◆ **EXERCISE INSTRUCTIONS**
Across the entries that follow, how many lines have the word "Drive" in them? Give only the number.

◆ **DATA FOR ANALYSIS**
--------------------------------

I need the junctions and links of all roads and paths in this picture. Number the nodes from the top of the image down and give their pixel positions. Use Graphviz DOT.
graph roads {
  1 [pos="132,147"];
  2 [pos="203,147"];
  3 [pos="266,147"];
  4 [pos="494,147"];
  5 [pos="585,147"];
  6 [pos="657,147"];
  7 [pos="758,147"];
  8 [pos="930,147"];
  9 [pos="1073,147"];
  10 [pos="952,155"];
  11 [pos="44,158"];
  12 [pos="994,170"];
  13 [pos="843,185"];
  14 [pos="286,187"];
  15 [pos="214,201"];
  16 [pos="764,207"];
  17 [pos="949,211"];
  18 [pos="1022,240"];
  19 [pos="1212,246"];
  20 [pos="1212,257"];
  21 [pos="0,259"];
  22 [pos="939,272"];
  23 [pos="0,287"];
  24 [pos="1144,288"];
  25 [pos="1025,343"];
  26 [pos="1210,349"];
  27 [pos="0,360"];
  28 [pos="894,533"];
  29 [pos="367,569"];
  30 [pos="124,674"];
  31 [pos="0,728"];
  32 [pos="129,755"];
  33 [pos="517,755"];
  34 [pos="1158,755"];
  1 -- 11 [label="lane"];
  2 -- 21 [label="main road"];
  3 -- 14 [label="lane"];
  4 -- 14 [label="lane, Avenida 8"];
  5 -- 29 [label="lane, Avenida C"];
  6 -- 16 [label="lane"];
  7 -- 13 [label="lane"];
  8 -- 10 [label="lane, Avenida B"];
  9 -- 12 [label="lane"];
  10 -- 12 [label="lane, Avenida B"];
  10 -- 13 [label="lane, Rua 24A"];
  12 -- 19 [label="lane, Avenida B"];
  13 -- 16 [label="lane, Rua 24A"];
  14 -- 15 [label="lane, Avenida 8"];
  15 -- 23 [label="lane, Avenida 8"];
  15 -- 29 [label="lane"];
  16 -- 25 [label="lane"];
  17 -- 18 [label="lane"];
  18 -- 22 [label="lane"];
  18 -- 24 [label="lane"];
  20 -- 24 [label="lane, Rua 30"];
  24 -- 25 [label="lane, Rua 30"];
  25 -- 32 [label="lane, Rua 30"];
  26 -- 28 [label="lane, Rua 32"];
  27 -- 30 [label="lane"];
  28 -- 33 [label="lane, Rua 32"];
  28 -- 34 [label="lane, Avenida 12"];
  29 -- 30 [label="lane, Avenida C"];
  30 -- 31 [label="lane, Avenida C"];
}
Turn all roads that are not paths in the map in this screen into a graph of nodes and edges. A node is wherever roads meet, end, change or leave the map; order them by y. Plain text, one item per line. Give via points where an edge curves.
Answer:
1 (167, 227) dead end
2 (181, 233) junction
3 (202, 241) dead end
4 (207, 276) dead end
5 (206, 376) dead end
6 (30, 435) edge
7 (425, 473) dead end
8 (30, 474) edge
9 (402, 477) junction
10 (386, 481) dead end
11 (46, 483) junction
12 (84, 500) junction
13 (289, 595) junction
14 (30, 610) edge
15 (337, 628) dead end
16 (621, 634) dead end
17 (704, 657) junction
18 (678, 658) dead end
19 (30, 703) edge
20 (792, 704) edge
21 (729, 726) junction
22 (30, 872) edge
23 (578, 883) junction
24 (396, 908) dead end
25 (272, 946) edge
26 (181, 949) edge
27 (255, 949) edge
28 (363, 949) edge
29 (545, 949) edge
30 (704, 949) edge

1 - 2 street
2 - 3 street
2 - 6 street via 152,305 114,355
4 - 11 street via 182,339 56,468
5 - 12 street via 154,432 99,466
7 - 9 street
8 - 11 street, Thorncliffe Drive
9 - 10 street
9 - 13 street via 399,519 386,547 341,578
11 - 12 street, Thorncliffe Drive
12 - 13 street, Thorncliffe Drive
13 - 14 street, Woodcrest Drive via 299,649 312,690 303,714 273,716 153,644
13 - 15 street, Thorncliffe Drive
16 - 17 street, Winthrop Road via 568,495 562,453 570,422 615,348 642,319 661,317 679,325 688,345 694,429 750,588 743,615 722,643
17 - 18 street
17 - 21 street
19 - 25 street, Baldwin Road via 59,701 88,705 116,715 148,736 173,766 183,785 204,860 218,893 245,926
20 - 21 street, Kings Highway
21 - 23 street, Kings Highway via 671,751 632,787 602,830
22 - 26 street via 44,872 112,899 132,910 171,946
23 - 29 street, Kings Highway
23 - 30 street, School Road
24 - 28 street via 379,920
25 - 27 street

--------------------------------

◆ **RESPONSE TO THIS EXERCISE**
5